_Data_

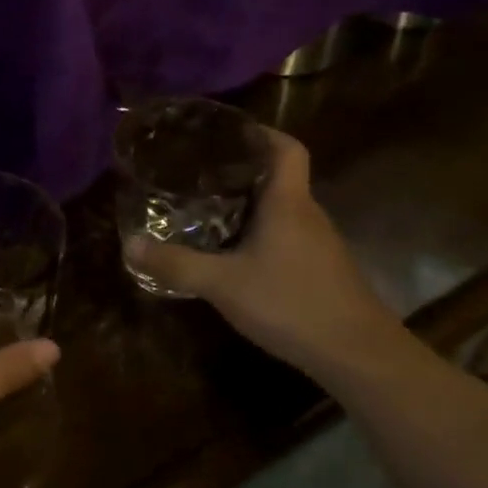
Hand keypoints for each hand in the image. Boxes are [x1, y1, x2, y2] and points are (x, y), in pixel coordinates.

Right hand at [124, 128, 402, 381]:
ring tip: (211, 209)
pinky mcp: (322, 270)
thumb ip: (177, 264)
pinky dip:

_What is expected_
Which lines in the material above include the string "hand"? Pull them out.

_Answer box_
Hand keypoints for each hand in the image. Boxes are [x1, y1, x2, y2] and points are (x, y), in pixel coordinates.
Right hand at [124, 128, 402, 381]:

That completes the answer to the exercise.